■ **Brief**
Copy each line of the following data that contains "Avenida".

■ **Saved data entries**
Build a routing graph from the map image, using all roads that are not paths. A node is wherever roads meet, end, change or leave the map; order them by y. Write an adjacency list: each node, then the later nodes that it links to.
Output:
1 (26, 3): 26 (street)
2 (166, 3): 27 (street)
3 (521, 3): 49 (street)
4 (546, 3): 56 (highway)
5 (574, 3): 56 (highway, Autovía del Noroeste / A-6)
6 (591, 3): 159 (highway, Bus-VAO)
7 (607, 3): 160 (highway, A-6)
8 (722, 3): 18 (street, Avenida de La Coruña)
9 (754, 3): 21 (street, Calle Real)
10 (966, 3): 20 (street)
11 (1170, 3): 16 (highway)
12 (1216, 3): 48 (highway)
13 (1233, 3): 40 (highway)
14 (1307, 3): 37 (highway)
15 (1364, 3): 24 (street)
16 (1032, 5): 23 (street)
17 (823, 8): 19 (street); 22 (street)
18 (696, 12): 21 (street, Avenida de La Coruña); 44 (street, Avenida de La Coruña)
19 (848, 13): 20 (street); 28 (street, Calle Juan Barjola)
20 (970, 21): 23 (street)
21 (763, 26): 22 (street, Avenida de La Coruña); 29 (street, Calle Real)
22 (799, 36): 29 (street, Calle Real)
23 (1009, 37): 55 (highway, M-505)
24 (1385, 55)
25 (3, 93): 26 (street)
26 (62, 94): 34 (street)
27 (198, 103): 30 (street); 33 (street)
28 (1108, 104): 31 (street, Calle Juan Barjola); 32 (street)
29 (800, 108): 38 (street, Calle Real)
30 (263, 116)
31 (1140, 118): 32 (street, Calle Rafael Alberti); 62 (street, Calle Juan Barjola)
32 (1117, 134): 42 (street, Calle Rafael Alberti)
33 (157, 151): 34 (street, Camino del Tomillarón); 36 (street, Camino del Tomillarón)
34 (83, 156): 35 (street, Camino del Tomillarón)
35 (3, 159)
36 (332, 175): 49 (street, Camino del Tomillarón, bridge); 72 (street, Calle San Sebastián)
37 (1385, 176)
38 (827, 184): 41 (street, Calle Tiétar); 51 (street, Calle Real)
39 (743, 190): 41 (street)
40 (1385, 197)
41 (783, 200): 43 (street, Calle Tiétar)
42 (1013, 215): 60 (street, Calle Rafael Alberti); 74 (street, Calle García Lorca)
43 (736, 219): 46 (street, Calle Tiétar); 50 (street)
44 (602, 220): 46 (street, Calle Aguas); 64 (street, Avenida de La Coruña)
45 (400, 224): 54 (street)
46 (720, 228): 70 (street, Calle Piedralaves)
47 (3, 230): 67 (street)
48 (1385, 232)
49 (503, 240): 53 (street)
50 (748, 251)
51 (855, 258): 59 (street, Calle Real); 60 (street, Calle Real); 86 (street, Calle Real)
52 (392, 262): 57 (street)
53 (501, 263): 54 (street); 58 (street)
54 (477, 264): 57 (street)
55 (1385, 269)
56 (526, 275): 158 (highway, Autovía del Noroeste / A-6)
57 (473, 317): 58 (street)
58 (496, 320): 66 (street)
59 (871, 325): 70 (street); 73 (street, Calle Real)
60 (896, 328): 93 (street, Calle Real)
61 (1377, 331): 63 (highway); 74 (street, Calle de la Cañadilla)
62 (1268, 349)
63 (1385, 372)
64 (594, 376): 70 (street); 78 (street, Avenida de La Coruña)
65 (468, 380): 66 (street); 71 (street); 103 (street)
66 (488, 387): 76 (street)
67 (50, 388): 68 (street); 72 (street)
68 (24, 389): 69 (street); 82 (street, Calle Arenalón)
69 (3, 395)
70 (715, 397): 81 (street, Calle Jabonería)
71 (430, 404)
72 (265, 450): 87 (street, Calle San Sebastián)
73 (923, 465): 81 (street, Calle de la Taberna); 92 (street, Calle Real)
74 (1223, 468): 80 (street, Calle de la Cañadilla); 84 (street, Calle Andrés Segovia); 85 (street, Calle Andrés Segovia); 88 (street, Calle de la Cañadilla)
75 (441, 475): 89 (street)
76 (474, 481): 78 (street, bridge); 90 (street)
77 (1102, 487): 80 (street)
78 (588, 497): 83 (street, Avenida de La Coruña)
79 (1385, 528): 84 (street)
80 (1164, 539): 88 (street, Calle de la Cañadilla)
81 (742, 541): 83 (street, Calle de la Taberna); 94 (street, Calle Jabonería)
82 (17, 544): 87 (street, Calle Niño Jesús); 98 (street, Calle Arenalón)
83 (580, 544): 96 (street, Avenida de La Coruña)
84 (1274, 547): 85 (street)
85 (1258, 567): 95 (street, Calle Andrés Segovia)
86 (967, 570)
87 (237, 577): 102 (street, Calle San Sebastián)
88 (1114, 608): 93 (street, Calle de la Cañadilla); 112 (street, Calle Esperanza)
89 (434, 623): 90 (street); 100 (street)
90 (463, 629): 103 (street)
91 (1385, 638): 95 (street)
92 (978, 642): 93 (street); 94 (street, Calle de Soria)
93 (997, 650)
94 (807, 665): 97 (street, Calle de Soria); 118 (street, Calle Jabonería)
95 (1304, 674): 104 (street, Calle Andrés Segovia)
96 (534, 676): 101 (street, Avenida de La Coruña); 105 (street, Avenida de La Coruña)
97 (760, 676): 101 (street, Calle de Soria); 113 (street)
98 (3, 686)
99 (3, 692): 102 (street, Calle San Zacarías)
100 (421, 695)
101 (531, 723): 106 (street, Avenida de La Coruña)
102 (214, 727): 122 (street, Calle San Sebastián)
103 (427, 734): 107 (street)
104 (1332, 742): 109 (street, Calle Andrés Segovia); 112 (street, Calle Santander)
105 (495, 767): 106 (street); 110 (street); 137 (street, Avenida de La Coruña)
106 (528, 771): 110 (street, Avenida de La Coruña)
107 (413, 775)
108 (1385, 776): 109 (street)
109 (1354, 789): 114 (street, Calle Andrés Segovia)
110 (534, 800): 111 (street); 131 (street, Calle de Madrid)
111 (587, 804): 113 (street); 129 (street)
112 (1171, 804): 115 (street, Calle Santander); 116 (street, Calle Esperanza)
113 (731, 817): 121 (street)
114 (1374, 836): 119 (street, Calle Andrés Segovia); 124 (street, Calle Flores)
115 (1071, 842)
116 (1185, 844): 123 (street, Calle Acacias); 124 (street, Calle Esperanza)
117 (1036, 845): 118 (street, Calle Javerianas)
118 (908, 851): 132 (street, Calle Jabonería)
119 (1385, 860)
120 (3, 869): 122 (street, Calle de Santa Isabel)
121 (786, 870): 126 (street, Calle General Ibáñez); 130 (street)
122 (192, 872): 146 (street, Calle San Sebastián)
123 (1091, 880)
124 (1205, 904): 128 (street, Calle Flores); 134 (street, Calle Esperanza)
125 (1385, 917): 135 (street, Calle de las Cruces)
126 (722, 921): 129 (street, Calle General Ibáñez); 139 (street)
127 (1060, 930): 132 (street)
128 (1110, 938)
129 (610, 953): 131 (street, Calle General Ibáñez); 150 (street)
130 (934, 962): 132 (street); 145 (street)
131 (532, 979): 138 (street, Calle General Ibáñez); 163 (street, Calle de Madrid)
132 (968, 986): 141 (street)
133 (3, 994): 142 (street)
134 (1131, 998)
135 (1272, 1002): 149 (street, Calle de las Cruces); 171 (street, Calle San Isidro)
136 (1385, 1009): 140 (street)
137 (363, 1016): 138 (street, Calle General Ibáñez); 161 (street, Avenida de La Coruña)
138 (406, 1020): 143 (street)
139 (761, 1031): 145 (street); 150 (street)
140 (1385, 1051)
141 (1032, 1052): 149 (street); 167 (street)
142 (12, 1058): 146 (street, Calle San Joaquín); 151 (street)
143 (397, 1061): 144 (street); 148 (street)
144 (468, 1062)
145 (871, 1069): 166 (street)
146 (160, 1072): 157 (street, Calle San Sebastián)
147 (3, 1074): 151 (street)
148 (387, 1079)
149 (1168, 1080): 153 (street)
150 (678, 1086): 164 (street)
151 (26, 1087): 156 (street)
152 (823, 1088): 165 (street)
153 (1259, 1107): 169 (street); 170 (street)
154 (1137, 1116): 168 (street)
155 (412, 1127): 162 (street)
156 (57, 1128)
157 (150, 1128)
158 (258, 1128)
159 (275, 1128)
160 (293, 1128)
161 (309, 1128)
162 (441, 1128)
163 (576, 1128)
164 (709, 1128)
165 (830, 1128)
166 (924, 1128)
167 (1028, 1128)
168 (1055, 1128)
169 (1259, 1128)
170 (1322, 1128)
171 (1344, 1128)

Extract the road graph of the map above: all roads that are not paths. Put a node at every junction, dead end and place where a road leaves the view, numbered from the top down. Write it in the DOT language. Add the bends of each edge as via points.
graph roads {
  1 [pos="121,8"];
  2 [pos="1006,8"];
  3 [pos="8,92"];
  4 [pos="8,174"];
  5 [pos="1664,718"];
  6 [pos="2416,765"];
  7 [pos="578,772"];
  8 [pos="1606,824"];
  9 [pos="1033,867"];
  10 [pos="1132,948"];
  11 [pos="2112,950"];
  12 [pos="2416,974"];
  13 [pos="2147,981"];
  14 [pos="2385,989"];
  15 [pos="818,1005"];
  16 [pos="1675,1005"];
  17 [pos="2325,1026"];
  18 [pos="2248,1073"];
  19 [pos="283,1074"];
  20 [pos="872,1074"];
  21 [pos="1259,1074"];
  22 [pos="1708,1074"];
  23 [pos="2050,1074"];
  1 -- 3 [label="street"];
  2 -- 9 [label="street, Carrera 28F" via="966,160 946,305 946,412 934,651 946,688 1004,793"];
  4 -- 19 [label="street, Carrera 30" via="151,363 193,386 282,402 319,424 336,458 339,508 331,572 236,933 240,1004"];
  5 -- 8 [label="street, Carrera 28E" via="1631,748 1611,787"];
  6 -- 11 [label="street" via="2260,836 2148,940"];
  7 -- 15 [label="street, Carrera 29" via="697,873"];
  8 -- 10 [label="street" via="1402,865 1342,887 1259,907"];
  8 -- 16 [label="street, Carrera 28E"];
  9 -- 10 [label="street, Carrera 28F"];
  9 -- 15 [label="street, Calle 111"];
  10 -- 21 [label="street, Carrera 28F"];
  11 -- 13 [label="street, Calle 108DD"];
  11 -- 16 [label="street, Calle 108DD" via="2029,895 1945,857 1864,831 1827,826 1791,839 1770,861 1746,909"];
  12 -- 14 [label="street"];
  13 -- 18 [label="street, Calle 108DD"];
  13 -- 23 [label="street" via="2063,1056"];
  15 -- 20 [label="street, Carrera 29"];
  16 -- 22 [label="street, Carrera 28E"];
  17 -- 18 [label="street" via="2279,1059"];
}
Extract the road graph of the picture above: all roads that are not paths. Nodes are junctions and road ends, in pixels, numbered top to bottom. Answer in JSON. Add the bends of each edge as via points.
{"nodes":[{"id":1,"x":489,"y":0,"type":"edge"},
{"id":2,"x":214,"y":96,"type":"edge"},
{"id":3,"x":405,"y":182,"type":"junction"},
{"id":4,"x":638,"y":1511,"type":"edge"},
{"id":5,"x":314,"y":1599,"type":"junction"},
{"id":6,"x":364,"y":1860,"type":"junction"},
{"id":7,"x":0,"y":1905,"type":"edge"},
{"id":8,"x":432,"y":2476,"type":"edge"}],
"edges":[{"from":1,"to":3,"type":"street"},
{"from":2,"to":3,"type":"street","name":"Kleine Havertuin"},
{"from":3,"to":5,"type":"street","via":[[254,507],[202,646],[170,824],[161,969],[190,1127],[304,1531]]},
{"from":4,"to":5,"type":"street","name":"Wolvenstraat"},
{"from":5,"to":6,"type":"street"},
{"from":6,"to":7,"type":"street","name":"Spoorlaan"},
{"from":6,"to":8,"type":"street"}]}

■ **Exercise answer**
8 (722, 3): 18 (street, Avenida de La Coruña)
18 (696, 12): 21 (street, Avenida de La Coruña); 44 (street, Avenida de La Coruña)
21 (763, 26): 22 (street, Avenida de La Coruña); 29 (street, Calle Real)
44 (602, 220): 46 (street, Calle Aguas); 64 (street, Avenida de La Coruña)
64 (594, 376): 70 (street); 78 (street, Avenida de La Coruña)
78 (588, 497): 83 (street, Avenida de La Coruña)
83 (580, 544): 96 (street, Avenida de La Coruña)
96 (534, 676): 101 (street, Avenida de La Coruña); 105 (street, Avenida de La Coruña)
101 (531, 723): 106 (street, Avenida de La Coruña)
105 (495, 767): 106 (street); 110 (street); 137 (street, Avenida de La Coruña)
106 (528, 771): 110 (street, Avenida de La Coruña)
137 (363, 1016): 138 (street, Calle General Ibáñez); 161 (street, Avenida de La Coruña)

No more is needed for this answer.